▶ **What is expected**
Determine the number of lines of the records below that include "Thịnh". Respond with the number and no other text.

[Collected data entries]
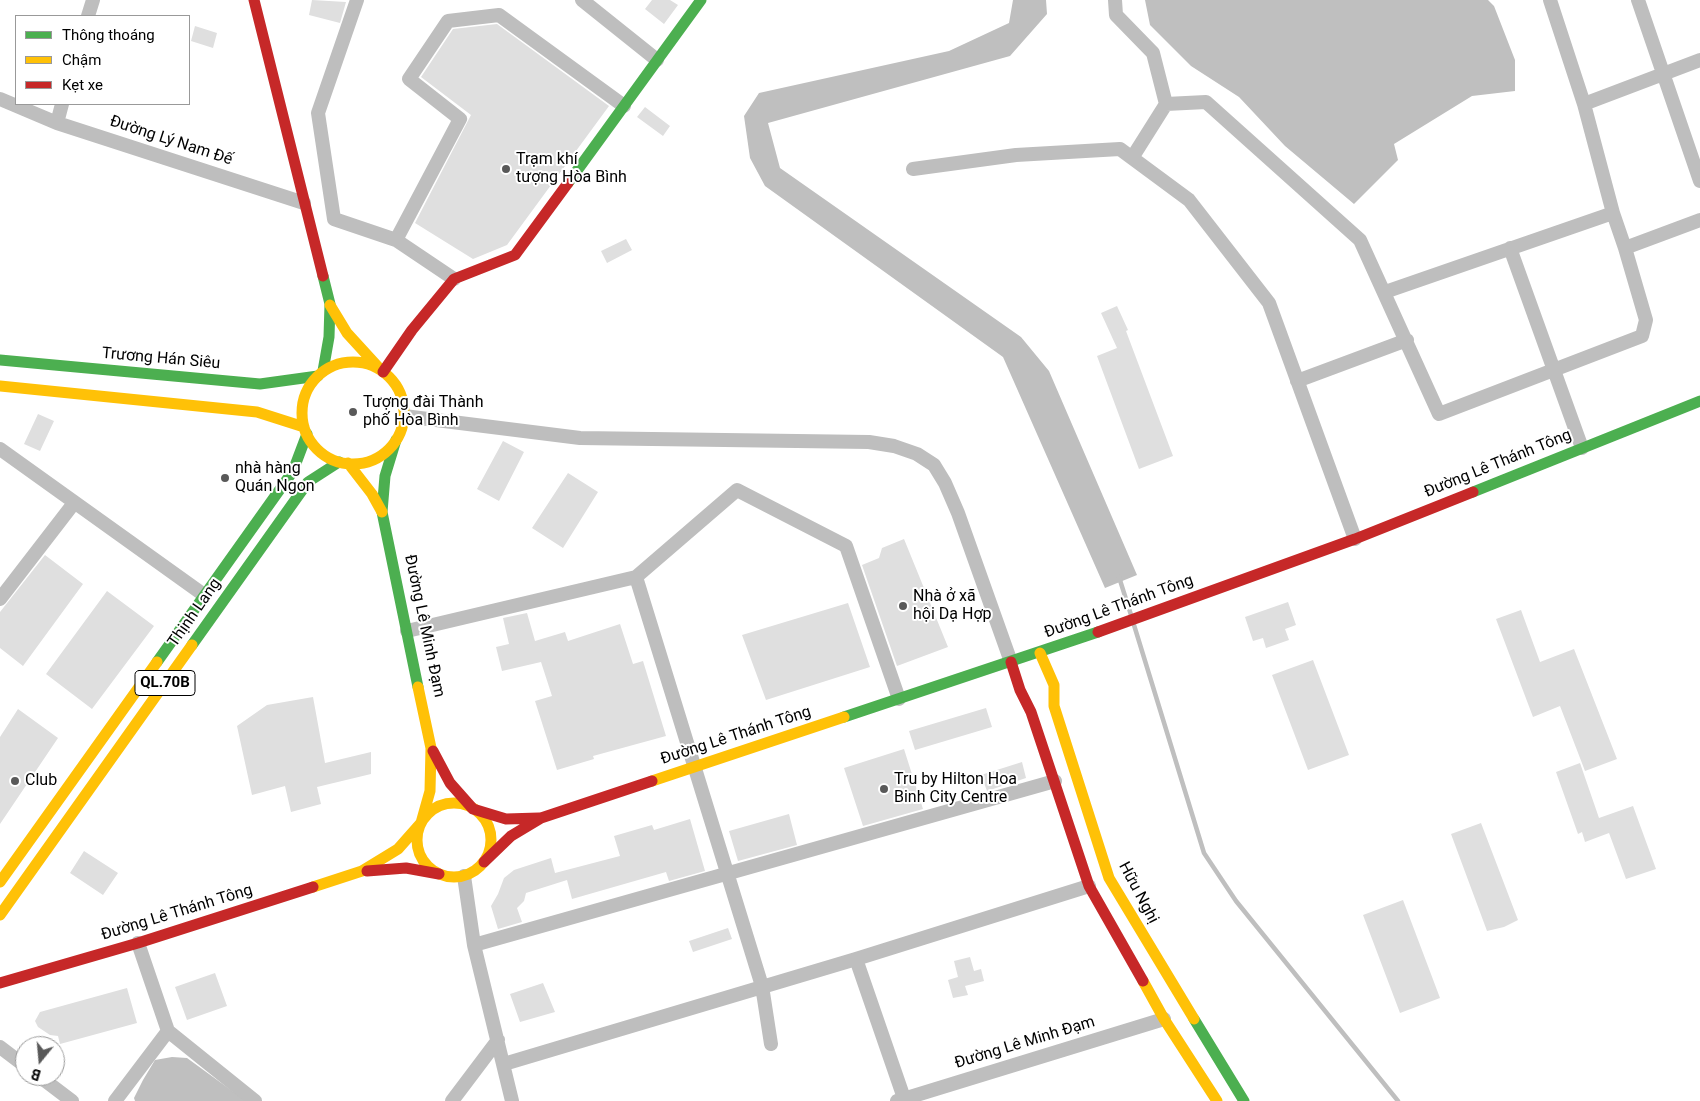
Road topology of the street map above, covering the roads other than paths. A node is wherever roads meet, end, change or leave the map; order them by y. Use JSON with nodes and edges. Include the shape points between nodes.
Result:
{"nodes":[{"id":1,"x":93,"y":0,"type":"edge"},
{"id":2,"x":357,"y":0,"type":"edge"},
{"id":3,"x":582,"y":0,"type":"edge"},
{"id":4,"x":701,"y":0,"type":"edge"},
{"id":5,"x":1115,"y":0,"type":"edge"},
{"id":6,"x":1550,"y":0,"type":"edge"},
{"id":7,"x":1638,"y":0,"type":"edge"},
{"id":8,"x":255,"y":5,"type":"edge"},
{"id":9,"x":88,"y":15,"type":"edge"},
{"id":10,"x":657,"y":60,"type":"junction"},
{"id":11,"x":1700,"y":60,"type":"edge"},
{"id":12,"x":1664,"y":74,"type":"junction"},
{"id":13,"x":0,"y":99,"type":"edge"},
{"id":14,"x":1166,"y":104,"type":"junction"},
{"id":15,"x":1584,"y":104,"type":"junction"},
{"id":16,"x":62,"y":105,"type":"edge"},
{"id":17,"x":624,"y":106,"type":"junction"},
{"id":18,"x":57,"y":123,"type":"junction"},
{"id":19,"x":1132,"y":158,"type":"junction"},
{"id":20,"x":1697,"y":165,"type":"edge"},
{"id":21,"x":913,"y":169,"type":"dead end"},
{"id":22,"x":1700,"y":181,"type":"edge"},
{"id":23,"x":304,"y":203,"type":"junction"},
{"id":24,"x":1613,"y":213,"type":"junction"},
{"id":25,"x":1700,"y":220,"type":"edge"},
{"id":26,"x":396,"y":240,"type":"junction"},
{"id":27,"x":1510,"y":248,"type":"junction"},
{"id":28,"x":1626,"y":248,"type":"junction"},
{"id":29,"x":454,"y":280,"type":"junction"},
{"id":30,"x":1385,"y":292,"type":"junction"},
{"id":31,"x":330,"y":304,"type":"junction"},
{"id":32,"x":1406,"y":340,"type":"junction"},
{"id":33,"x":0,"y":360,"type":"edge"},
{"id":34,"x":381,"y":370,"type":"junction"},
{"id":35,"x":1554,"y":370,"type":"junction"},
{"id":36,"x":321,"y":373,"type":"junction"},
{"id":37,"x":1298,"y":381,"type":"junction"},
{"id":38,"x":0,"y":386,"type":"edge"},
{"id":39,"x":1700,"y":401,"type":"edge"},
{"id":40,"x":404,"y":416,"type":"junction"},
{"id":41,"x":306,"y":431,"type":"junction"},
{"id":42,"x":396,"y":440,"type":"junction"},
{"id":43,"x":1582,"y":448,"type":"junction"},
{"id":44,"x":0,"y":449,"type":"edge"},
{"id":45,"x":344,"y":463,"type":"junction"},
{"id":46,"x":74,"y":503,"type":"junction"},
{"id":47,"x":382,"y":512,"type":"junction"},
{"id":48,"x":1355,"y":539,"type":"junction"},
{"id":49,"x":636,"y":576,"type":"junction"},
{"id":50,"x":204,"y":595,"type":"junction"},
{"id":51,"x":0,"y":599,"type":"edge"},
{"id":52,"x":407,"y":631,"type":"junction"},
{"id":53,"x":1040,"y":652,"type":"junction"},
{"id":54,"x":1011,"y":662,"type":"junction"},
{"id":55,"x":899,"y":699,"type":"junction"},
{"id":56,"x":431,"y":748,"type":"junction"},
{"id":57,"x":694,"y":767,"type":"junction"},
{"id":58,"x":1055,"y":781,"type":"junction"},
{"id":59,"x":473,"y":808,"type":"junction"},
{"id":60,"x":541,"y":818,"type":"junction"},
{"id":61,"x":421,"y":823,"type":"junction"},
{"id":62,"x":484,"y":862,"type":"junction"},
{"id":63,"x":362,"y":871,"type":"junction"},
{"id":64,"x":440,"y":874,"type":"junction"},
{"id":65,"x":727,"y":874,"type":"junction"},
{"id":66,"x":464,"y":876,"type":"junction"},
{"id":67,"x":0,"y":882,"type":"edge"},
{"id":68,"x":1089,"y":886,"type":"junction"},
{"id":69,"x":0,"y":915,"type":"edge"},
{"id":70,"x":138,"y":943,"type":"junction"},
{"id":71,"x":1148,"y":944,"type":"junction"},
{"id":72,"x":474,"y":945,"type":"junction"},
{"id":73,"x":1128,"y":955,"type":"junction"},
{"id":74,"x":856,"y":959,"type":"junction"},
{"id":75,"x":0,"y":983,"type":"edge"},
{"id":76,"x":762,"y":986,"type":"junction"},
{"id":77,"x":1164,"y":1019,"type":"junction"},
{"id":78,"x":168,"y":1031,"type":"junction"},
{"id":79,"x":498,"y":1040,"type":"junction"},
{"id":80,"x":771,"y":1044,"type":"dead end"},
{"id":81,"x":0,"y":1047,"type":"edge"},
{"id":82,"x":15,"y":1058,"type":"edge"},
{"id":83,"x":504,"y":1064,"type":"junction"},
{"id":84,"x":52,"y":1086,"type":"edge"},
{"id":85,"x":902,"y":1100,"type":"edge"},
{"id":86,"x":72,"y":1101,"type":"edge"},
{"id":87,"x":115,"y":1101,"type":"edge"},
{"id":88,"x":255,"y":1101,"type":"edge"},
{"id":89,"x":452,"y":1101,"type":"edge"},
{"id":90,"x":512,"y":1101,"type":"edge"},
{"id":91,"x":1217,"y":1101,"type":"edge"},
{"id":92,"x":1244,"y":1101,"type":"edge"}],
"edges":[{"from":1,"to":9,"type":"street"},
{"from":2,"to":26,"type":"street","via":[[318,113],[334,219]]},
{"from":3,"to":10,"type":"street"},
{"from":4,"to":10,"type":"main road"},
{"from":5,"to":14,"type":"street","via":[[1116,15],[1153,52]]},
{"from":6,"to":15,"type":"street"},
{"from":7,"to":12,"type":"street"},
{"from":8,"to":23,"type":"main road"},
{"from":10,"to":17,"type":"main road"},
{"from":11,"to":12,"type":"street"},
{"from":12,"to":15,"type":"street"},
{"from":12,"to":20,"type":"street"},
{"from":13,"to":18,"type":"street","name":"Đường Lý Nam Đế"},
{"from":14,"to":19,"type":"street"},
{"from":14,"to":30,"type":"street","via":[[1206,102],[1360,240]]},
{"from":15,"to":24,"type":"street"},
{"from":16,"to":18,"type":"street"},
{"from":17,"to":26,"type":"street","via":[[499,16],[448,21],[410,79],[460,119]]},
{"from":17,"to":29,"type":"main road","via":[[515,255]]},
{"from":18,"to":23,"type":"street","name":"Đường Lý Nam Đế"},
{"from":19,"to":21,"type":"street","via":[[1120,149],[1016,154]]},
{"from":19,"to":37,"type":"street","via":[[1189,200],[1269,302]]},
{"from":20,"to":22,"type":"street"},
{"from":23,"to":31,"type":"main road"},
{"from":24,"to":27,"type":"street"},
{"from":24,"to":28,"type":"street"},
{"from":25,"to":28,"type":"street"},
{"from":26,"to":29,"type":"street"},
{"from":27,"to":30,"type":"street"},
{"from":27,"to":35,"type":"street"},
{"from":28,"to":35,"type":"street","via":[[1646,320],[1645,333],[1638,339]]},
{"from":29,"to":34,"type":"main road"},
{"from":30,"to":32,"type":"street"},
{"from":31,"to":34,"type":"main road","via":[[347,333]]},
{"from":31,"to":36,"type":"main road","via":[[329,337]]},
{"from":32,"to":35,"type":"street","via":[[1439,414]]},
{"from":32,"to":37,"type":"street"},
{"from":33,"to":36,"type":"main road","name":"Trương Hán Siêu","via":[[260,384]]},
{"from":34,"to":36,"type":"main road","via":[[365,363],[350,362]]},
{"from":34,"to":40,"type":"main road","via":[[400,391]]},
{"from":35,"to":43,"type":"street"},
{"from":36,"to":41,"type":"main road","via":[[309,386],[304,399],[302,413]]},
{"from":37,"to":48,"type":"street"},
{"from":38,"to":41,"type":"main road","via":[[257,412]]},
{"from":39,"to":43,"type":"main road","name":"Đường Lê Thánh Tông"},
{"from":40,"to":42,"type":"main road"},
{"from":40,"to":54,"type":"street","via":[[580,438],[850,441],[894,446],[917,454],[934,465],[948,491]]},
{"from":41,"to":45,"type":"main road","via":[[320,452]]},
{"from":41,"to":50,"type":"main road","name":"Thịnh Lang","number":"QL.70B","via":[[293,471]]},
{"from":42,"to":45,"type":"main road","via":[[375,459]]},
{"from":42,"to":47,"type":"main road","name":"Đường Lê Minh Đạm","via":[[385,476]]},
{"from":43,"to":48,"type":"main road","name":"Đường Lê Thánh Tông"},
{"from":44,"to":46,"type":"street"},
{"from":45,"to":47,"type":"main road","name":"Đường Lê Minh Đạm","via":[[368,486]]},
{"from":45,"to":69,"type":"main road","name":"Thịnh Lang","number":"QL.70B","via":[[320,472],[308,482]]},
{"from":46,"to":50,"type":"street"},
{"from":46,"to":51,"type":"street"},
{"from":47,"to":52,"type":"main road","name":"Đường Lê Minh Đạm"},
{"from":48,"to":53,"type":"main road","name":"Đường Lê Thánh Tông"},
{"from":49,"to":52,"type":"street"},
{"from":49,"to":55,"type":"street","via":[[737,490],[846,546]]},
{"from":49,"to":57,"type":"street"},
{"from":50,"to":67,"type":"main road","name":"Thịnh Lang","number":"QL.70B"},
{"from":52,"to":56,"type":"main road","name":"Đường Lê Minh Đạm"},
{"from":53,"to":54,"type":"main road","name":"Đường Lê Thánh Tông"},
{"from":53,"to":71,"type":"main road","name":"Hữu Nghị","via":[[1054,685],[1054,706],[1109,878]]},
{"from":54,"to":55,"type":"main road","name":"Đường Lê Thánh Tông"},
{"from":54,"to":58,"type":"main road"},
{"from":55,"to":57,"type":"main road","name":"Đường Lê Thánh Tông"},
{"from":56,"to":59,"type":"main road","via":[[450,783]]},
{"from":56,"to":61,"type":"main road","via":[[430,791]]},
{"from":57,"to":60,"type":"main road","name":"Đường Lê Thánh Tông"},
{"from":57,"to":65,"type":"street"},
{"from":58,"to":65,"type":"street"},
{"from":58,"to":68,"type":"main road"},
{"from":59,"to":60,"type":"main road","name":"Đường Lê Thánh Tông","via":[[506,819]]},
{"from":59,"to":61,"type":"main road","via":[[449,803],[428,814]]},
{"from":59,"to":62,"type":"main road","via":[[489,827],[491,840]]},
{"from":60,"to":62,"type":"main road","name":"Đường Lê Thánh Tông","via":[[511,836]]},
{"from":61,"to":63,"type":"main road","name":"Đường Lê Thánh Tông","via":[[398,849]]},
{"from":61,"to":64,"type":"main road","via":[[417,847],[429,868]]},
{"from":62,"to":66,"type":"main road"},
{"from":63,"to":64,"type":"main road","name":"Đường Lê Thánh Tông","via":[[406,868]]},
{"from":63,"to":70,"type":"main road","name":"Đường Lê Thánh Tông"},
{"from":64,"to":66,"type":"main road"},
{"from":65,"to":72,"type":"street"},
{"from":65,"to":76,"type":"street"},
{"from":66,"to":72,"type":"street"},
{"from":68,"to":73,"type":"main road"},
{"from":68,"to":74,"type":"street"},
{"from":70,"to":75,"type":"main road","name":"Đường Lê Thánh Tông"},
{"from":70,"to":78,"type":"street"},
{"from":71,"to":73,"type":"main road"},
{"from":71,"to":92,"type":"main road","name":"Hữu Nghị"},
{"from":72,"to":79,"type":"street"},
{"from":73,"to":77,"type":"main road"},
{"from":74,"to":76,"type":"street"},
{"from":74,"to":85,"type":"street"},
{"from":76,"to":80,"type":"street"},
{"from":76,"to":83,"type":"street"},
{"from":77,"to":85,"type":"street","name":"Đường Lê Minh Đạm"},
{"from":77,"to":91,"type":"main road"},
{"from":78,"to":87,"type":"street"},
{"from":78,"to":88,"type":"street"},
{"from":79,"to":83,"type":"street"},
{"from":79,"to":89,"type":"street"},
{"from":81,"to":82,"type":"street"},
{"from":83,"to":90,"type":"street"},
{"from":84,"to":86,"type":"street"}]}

▶ **Task result**
3